Just as diamond prices were starting to pick up, De Beers has delivered a shock to the industry
August 9, 2018

For some time, diamond producers have dug deep for a new way to punt their wares. 'Diamonds are forever' may be one of the most successful slogans in advertising history, but times move on, and the De Beers-coined jingle now carries some faded, unhelpfully traditionalist baggage.

The answer? "Real is rare," suggests the Diamond Producers Association, a marketing group formed in 2015 with the mandate to "maintain and enhance consumer demand for, and confidence in diamonds". The campaign launched just under two years ago, with backing from seven of the sector’s largest miners, including the London-listed Rio Tinto (RIO), Gem Diamonds (GEMD) and Petra Diamonds (PDL).

That clique also includes De Beers, the Anglo American (AAL)-owned industry leader. Which is why many jewellery market watchers would have been surprised to read a recent press release from the group announcing the launch of a new fashion brand, Lightbox.

The source for the range? Laboratory-grown diamonds. The product line, which will be backed by a $94m (£73m) investment into synthetic-gem subsidiary Element Six, was billed as "a new, complementary commercial opportunity" for De Beers, rather than a hedge against the appetite for 'real', and the associated cognitive dissonance. 

Until now, the diamonds grown by Element Six have largely been sold to other natural resources companies, who use them to drill holes in the ground. But from 2020, De Beers will buck with tradition and produce 500,000 rough carats of lab-grown diamonds a year, from a new facility in Portland, Oregon. A one-carat stone is expected to retail for $800, a discount of at least 80 per cent on the 'real' thing.

So why is the market leader trying to disrupt one of the world’s strongest oligopolies? The answer is complicated. If De Beers is confident its synthetic diamonds will sell, then this looks like a canny investment. Compared with the enormous cost of finding, exploring and then building a modern diamond mine, $94m looks like a low rate of capital intensity. Second, by getting in ahead of the competition, De Beers sets the benchmark for a product it can market as second rate, rather than cannibalising its own sales.

But it’s a gamble nonetheless, and one its peers will be watching with some apprehension – as if diamond miners (and their investors) needed another reason to worry.

 

Sluggish price recovery

The first issue has been with prices.
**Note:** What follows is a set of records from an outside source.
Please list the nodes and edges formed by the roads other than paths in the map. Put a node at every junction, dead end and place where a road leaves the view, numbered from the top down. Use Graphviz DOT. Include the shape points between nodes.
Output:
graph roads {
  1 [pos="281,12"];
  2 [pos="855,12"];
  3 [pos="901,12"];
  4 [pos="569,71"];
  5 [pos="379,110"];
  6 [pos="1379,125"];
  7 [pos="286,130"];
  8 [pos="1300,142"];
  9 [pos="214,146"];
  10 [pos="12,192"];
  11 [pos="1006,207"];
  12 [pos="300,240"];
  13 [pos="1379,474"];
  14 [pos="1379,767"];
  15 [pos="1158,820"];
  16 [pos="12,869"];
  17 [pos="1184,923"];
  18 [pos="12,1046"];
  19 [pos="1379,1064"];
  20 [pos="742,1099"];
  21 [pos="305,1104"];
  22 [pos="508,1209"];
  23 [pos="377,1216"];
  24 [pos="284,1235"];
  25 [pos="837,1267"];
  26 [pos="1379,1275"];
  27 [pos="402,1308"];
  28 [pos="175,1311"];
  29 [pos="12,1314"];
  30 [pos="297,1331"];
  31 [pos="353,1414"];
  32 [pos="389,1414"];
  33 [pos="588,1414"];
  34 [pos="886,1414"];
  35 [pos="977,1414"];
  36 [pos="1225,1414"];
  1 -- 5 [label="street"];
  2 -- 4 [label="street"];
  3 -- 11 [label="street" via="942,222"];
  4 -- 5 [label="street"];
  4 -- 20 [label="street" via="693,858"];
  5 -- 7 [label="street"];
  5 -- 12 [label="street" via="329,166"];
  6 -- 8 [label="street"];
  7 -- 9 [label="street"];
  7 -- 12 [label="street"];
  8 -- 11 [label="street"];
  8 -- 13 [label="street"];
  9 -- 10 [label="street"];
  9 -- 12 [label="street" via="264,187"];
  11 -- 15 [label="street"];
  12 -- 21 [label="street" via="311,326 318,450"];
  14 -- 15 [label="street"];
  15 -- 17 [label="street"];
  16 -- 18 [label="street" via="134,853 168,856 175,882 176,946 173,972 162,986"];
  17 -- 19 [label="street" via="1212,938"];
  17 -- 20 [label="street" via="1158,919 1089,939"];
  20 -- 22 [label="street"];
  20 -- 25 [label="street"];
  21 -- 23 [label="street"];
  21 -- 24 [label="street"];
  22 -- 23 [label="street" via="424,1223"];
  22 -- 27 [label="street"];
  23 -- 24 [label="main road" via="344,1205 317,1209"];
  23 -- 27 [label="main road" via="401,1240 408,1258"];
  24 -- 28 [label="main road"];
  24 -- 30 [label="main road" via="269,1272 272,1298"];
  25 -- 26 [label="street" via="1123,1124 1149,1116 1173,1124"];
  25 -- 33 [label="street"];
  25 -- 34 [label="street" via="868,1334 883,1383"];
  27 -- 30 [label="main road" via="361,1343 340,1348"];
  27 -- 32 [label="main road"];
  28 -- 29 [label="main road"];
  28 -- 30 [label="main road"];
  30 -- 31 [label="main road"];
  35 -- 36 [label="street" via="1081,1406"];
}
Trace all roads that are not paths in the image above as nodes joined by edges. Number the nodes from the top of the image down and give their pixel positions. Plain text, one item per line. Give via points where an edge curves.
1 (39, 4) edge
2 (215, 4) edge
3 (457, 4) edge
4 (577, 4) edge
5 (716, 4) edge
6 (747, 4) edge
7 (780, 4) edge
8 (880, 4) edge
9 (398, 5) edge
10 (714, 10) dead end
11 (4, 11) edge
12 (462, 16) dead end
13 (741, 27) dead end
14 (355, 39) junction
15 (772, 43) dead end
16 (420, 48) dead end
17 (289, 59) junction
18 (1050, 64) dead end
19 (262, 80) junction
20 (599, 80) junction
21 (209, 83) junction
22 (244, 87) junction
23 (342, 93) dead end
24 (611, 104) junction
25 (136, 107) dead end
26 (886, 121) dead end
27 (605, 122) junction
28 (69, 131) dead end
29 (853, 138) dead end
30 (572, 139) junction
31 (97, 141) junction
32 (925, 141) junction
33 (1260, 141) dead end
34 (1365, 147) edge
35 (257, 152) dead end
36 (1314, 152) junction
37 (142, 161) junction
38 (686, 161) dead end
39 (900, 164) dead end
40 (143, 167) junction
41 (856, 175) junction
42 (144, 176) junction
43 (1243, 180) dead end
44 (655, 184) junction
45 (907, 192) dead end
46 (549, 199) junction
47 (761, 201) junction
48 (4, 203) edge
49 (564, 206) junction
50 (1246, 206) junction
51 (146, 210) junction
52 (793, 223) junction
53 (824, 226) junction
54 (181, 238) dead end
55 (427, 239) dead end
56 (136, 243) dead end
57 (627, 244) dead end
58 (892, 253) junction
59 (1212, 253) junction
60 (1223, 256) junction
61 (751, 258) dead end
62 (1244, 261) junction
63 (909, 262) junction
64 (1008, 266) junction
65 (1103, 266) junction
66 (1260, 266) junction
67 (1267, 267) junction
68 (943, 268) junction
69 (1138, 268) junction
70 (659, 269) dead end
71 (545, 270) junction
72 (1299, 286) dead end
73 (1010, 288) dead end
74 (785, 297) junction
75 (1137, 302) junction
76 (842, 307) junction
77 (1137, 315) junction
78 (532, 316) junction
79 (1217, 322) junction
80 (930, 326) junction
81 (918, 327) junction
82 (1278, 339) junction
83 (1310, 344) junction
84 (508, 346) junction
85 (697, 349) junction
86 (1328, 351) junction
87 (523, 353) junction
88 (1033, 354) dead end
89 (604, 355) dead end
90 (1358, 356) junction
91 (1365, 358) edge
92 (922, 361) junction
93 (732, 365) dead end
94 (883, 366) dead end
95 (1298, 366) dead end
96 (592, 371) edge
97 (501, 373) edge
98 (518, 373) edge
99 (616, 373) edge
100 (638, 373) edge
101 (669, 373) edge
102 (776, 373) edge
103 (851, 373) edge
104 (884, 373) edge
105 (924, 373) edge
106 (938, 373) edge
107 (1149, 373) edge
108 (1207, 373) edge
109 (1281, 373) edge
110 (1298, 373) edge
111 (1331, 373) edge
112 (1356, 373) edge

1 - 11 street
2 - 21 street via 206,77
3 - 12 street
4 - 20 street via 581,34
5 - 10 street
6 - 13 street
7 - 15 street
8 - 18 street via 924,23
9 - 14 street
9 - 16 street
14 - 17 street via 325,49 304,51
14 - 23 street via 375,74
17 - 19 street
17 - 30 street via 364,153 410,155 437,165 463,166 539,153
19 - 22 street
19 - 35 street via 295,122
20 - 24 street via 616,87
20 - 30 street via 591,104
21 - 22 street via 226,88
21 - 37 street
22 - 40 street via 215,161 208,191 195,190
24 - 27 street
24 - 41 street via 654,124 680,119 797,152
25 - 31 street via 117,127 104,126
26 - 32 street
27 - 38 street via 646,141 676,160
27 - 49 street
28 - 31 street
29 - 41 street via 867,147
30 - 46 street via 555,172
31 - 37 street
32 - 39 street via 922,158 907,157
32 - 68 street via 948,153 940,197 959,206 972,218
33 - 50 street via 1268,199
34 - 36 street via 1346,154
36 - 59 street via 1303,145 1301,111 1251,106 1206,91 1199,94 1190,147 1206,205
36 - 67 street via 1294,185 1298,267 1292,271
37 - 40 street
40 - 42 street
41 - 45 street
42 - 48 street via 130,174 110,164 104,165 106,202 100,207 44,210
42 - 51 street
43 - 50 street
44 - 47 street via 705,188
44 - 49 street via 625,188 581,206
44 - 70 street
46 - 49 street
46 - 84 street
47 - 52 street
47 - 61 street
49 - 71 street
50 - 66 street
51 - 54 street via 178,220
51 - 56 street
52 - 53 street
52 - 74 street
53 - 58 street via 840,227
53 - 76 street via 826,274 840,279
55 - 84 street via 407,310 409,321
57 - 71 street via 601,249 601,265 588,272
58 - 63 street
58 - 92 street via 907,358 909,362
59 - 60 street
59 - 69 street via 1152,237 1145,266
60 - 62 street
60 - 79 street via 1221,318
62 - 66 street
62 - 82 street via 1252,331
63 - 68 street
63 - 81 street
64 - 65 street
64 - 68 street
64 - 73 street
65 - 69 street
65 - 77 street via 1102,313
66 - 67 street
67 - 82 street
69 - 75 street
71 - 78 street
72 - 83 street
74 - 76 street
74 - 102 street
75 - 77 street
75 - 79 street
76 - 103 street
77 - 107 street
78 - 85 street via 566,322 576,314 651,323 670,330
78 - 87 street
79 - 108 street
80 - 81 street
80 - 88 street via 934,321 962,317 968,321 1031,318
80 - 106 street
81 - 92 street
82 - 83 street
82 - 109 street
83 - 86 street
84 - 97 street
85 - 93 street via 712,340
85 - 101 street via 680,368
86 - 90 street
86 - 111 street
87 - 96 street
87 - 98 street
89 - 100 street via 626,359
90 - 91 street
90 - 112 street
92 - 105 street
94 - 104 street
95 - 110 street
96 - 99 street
Although the year appeared to get off to a strong start when De Beers reported a $665m haul from its first rough diamond sales cycle, year-on-year price increases have been modest. And despite strong jewellery store sales in China in recent months, the polished diamond price index "has pretty much flatlined", reports Liberum mining analyst Ben Davis. "[There are] still plenty of issues in India that the industry has to digest before it can really get going," he cautions. 

Despite this, costs continue to weigh heavily on the producers, a trend reflected in the share price of London’s three 'pure play' diamond miners. Although a run of big recoveries at its Letšeng mine has helped it reverse course of late, Gem Diamonds – as well as Petra and Firestone (FDI) – has made a loss for its shareholders since the start of 2015.

Investors would have had better luck – just about – with Lucara Diamonds (Ca:LUC), thanks to some important finds, including the second-largest gem-quality diamond in history. The Lesedi la Rona, recovered in the Karowe mine in Botswana in 2015, was finally sold last September for $53m, after initially failing to meet its listing price at a standalone Sotheby’s auction – and $10m short of the value fetched for an 813-carat Type IIa clear stone sold in May 2016.

The mid market has proved equally temperamental. Petra spooked some of its investors at the end of July when it told the market it would remove price guidance, and "report historical and actual prices achieved and provide additional commentary as required to highlight any anomalies". Shareholders had only just doubled down on their bullish views on the company in a discounted $178m equity fundraising in June, without which management could not be assured of the group’s solvency. One large contributor to that liquidity shortfall was a sharp rise in onsite mining costs, exacerbated by a strengthened South African rand.

Cost inflation is evident elsewhere. Rising overheads prompted Gem to launch a $100m cost savings drive by the end of 2021. Even De Beers saw unit costs rise 6 per cent to $67 a carat in the first half of 2018, and expects more inflation before the year’s out.

In relative terms, that matters less if life is getting more expensive for everyone; since 2013, De Beers’ production has moved from the third to the second quartile in the global cost curve. But in absolute terms, higher costs – particularly when they overtake realised price increases – will always gnaw at margins. De Beers’ underlying cash profits fell 9 per cent in the six months to June to $712m, a thinner contribution to Anglo’s earnings than both the copper and metallurgical coal divisions.